To keep you as informed and prepared as possible, we spoke to lawyer and dance enthusiast Sean Monson. He works at a firm in Salt Lake City, Parsons Behle and Latimer, and is the husband of renowned studio owner Jana Monson, of Creative Arts Academy in Bountiful, Utah.

Whether you're a longtime studio owner or just getting started, check out these best practices to make sure you stay on top of potential legal headaches in the future.


1. Legal Entities

When you start a dance studio, you can choose to do it as a sole proprietorship or as a corporate entity. Feeling a little confused about what that means? Don't worry—Monson gives his take.

"A sole proprietorship means you don't form a legal entity at all," he says. "So, if I were to start my own dance studio, I would get paid personally, and then pay my employees out of my own pocket. The downside to this is, if a student gets hurt, I am personally liable, and my personal assets can be sued by someone to satisfy a judgment. If one of your teachers injures or harms a child, and you don't have a corporate entity, they can collect on your bank accounts, houses or cars. Everything is on the line."

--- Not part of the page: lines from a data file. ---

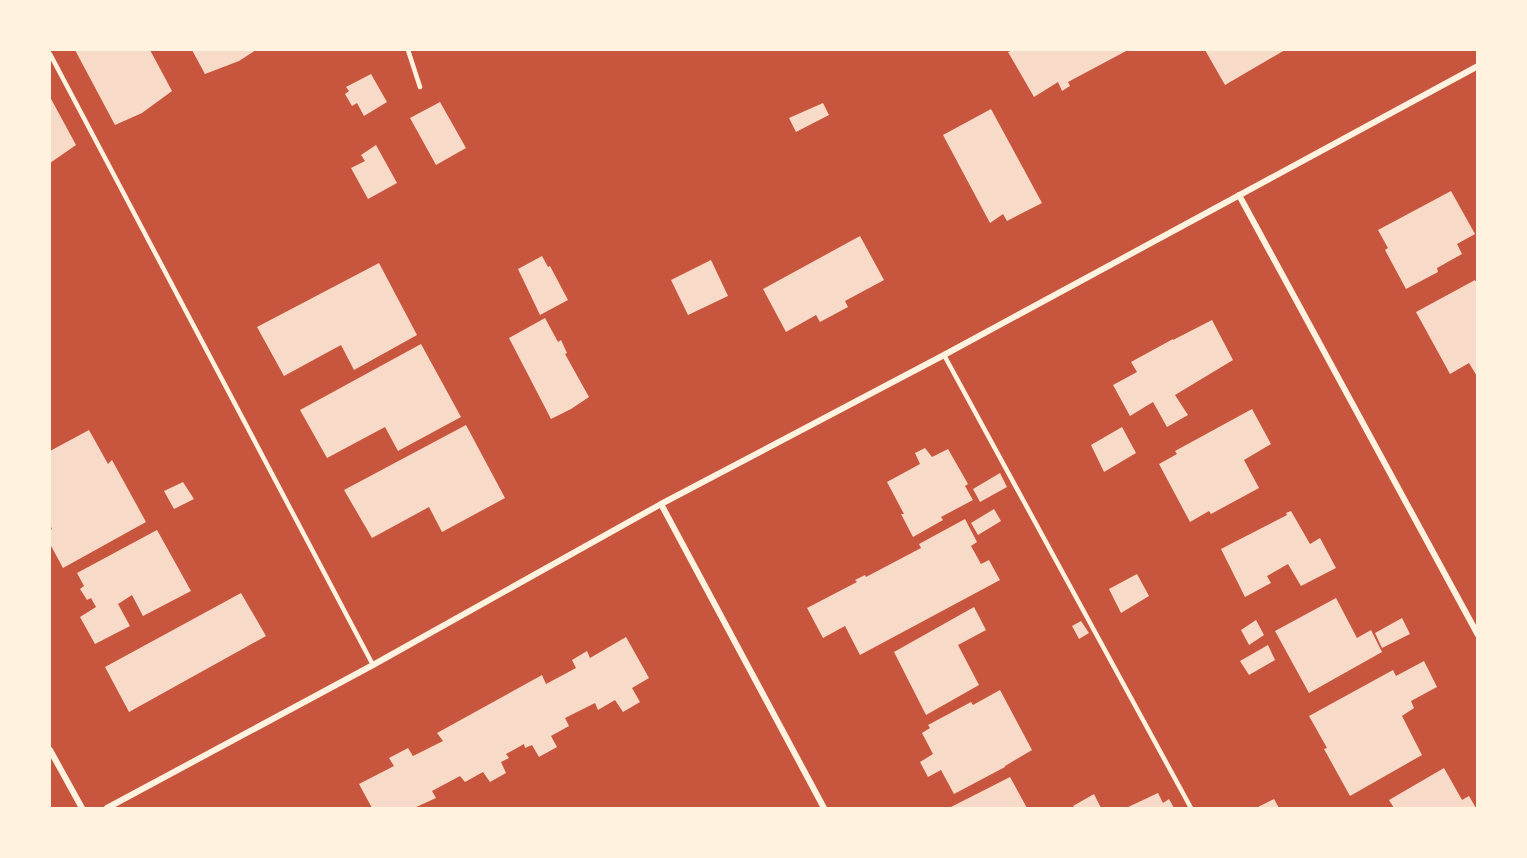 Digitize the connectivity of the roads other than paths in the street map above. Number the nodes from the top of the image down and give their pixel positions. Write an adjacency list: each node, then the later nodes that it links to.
1 (408, 50): 4 (lane)
2 (50, 54): 9 (lane)
3 (1478, 66): 5 (street)
4 (420, 87)
5 (1239, 195): 6 (street); 8 (street)
6 (945, 355): 7 (street); 14 (lane)
7 (661, 504): 9 (street); 13 (street)
8 (1478, 635)
9 (373, 665): 12 (street)
10 (50, 750): 11 (street)
11 (82, 808)
12 (107, 808)
13 (824, 808)
14 (1191, 808) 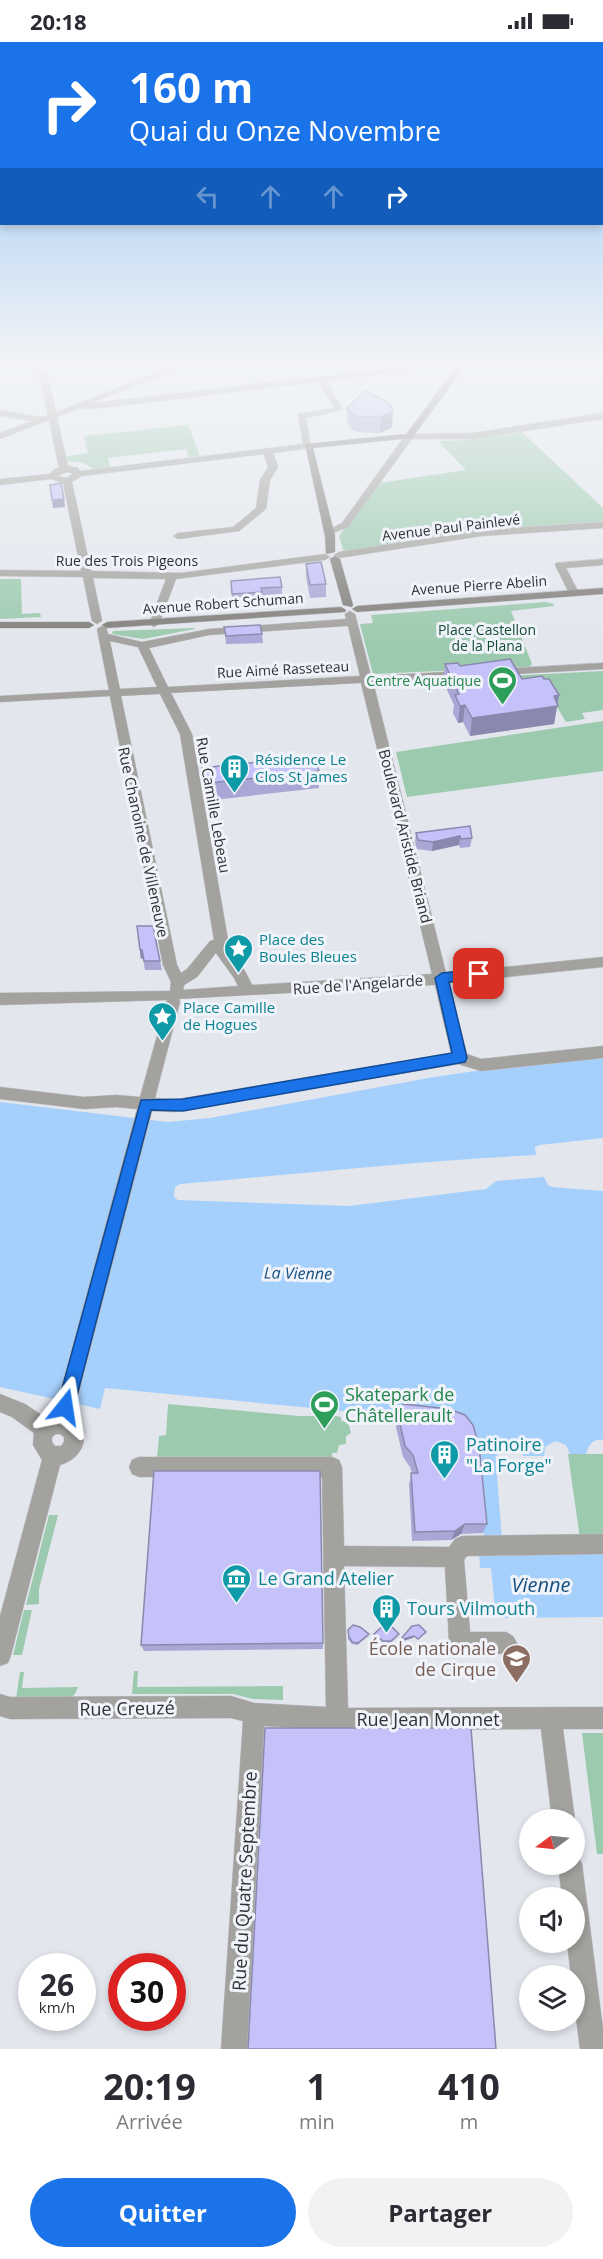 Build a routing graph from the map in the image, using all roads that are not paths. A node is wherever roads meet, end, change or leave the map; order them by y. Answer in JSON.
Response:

That doesn't sound great, right? Yeah, Monson doesn't think so either. So, he recommends you create a corporate entity. There are three main types of corporate entities: a C Corp, an S Corp and an LLC. Companies like Apple or Microsoft are C corps, and according to Monson, because of complexities, formalities and taxes, there's really no reason dance studios need to be. So, let's just go ahead and cross that one off our list of options.

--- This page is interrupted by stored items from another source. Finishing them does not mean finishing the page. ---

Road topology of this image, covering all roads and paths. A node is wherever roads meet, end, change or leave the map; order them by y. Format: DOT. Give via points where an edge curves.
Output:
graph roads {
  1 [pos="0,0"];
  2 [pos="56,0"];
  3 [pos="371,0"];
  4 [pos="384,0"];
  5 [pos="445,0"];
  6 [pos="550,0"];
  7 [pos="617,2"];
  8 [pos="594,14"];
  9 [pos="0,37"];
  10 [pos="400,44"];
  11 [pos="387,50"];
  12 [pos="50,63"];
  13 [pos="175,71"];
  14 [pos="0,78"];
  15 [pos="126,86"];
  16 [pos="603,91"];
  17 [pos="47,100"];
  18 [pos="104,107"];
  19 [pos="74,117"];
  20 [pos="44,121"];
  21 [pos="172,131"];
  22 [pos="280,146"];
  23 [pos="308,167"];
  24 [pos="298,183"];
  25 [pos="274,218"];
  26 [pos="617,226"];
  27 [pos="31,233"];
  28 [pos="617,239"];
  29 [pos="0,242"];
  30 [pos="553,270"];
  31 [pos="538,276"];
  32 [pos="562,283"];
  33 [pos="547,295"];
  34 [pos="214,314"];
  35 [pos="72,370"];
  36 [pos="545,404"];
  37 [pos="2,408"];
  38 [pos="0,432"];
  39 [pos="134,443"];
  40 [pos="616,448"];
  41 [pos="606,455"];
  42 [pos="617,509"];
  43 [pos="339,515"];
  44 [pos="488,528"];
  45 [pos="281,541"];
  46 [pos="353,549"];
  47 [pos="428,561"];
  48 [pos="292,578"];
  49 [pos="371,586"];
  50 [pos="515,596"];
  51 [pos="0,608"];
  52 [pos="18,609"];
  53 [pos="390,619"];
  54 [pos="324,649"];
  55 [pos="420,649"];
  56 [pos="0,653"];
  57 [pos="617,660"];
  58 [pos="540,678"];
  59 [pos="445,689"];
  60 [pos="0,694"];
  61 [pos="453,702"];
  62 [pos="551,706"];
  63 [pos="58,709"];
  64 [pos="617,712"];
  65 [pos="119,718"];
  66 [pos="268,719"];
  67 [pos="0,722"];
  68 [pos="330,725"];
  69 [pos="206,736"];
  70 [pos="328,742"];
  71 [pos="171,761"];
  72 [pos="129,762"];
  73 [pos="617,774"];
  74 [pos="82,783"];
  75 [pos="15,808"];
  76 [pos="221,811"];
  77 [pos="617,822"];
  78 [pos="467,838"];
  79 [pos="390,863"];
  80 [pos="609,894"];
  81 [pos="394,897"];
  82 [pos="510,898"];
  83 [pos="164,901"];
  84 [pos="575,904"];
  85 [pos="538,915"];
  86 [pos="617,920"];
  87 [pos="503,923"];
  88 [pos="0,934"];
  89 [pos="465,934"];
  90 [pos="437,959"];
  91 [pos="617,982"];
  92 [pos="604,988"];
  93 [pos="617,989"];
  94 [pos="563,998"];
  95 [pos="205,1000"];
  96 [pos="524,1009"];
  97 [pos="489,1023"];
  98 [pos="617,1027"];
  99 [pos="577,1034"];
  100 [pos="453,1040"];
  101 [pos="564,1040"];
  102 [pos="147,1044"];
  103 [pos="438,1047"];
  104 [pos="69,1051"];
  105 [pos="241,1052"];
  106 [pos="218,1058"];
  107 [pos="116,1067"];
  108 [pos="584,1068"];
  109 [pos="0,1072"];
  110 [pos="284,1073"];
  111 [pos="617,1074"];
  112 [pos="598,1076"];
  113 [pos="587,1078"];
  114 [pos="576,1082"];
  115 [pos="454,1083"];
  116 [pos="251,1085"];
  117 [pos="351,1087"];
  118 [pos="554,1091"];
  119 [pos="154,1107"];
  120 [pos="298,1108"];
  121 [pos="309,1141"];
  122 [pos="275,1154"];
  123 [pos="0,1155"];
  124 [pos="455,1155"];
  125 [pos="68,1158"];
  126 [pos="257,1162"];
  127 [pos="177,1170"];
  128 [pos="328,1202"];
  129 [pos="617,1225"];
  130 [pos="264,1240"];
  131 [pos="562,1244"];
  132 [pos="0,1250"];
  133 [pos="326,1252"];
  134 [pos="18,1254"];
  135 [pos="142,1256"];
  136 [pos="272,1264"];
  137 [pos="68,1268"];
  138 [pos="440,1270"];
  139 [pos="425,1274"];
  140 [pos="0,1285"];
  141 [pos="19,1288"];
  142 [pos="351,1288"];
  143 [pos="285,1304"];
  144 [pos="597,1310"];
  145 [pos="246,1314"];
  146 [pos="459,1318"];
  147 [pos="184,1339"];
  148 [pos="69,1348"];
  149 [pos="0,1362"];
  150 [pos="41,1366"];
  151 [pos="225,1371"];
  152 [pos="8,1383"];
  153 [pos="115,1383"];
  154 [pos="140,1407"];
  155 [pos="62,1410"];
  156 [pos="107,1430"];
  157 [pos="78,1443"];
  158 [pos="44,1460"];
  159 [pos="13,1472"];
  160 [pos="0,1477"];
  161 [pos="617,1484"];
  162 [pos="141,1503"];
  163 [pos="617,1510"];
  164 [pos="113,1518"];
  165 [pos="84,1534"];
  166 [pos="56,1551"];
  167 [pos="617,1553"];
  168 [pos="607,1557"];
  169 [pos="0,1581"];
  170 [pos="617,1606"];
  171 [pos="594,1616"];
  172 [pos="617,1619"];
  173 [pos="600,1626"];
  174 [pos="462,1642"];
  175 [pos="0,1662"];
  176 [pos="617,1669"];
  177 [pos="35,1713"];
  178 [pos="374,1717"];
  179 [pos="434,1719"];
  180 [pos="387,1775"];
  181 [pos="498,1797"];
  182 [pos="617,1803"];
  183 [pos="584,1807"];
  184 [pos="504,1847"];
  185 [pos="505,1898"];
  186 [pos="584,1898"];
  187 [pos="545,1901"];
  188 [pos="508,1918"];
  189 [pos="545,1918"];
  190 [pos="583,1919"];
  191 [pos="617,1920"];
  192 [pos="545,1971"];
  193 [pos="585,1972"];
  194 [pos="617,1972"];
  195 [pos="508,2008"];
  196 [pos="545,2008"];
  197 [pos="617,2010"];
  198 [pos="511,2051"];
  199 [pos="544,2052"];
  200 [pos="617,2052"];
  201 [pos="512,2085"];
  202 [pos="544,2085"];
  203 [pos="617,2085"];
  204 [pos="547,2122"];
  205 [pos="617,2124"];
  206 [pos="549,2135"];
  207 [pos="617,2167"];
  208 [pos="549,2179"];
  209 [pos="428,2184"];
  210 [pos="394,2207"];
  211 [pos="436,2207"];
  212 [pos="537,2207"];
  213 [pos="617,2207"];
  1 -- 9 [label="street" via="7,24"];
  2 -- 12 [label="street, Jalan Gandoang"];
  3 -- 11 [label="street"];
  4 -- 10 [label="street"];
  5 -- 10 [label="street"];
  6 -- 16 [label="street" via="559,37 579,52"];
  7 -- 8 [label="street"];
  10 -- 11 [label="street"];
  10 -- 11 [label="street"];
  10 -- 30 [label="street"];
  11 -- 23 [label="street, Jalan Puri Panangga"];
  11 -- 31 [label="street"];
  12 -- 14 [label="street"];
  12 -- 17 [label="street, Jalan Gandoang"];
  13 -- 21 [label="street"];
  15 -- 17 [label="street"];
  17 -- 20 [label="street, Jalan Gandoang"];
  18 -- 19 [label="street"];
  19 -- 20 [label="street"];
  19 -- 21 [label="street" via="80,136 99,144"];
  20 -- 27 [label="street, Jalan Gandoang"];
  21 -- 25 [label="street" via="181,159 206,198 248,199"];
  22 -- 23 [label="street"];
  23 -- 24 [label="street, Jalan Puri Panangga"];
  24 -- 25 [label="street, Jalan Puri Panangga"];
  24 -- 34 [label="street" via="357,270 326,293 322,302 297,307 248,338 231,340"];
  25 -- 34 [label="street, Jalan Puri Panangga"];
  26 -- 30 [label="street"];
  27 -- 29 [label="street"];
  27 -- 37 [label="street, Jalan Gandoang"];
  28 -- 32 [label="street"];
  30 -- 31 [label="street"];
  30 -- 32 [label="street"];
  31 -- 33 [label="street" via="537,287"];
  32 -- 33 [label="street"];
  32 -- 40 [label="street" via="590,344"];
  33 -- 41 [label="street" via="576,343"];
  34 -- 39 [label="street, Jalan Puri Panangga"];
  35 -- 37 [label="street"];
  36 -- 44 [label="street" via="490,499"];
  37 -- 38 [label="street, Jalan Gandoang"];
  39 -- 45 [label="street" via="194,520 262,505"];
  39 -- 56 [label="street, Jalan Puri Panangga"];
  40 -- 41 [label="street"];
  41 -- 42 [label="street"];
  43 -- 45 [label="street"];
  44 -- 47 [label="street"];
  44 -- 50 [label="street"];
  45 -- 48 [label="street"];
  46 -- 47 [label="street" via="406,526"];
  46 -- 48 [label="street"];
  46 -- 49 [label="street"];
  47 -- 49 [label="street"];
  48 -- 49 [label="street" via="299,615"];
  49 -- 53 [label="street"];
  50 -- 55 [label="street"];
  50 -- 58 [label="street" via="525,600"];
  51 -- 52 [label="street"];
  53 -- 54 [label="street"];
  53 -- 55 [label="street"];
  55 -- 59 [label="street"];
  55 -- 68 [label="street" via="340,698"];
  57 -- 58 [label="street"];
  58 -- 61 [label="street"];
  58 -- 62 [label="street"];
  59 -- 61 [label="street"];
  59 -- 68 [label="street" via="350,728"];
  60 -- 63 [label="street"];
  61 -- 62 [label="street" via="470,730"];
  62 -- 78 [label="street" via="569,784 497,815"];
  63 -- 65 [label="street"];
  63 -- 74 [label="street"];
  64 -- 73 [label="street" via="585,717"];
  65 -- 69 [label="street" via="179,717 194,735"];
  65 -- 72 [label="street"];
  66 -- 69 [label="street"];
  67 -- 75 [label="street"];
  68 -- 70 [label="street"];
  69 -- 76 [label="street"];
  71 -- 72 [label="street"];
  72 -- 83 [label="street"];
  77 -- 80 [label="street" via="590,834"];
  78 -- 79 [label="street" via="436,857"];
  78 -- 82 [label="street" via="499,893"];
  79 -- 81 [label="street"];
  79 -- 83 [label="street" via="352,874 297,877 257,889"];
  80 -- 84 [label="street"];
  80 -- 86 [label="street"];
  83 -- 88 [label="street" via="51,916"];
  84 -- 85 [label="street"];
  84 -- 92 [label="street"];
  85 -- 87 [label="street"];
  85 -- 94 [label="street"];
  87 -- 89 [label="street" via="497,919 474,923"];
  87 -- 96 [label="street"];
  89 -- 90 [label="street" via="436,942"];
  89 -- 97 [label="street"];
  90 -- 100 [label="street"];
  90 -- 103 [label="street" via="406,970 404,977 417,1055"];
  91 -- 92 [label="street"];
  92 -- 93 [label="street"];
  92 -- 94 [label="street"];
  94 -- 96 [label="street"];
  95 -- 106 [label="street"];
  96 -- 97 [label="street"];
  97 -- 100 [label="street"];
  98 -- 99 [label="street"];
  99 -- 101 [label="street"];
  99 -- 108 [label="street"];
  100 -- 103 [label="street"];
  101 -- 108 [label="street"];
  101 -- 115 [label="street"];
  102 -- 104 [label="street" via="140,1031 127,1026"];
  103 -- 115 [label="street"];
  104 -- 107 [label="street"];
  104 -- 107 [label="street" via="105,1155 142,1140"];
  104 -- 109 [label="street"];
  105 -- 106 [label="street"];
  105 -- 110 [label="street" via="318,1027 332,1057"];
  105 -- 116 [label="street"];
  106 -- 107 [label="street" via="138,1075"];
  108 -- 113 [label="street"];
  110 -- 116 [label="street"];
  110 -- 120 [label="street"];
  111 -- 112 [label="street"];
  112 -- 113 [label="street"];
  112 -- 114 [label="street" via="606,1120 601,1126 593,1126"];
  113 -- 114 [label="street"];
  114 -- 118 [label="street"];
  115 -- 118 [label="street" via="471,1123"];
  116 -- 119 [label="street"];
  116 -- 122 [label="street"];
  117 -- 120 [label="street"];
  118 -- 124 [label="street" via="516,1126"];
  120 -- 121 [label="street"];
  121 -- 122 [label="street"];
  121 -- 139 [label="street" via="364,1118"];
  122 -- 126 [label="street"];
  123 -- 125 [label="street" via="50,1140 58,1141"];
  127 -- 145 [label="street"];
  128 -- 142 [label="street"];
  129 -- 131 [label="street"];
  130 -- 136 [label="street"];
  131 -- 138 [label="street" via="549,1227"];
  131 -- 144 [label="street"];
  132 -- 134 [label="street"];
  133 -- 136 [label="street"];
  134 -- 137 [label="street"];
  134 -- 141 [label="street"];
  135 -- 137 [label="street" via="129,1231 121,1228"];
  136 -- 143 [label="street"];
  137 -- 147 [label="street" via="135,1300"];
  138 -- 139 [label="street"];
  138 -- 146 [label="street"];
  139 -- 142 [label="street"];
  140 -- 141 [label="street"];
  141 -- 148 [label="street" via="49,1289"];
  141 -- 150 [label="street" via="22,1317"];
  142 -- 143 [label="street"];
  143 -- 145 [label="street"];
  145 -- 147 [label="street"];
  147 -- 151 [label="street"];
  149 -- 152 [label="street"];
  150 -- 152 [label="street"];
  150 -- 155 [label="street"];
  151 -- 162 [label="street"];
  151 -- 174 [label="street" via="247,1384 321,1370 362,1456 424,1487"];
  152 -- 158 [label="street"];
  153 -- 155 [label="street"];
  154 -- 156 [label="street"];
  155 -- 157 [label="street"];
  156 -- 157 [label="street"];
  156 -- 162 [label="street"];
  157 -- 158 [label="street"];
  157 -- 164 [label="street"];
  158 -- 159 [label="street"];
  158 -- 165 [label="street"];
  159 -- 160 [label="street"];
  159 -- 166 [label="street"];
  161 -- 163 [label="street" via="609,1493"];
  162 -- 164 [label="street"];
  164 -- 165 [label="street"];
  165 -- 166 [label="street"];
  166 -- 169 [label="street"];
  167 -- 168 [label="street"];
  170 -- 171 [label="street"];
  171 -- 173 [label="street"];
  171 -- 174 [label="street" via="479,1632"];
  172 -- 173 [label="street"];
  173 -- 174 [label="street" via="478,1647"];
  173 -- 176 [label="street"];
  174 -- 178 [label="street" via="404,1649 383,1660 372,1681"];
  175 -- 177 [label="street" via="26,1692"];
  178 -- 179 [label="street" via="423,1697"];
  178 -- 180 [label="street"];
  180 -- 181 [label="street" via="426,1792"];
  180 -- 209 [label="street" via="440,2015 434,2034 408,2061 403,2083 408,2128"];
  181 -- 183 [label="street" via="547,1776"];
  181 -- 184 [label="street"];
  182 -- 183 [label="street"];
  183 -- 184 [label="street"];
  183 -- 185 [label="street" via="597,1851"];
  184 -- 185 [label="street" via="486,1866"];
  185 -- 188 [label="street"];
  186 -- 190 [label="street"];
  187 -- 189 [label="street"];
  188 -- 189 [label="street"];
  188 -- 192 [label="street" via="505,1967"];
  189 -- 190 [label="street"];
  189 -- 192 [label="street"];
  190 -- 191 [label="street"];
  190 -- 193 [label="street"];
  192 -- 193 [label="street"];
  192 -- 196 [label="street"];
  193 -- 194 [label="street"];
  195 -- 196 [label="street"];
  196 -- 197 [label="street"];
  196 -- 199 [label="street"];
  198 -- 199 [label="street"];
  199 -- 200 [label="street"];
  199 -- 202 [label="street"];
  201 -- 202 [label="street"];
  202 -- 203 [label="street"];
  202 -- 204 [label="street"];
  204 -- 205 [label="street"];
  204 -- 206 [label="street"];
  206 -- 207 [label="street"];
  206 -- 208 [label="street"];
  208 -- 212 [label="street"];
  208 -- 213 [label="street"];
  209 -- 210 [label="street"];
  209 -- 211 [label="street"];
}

"A dance studio should want to be an S Corp or an LLC," he says. "There are advantages and disadvantages to both. An S Corp has some formalities and administrative headaches to it, but it's single taxation. Meaning, when money comes in, it's only taxed once. LLCs don't have a lot of formality to them, but the downside is you have to pay self-employment tax. For example, if your dance studio makes $100,000 you will be taxed on that as income tax, and then all of that will also be subject to self-employment tax. I recommend that if people have an LLC, they do an S-election. If you do this, you can be taxed as though you're an S Corp, meaning you pay yourself a salary, and only pay self-employment taxes on that salary rather than the full $100,000. Bottom line and most importantly, if you register as one of those, if someone sues you, your investment in the company will be at stake, but none of your personal assets."


2. Owning Your Own Studio Space

If you own or are planning to buy the space your studio is in, make sure you have the real estate in a separate legal entity than your dance studio.

"I cannot underscore this enough: For liability protection, studio owners have to buy the building with a different legal entity than the dance studio entity," Monson says. "If someone gets hurt or a teacher is inappropriate, and the dance studio owns the building, someone who sues can collect on the judgement through the building. If the dance studio doesn't own the building, there is nothing to collect against."

Monson recommends you set up your dance studio as an LLC or an S Corp, then set up a separate company to buy the real estate and have the studio rent from that other company.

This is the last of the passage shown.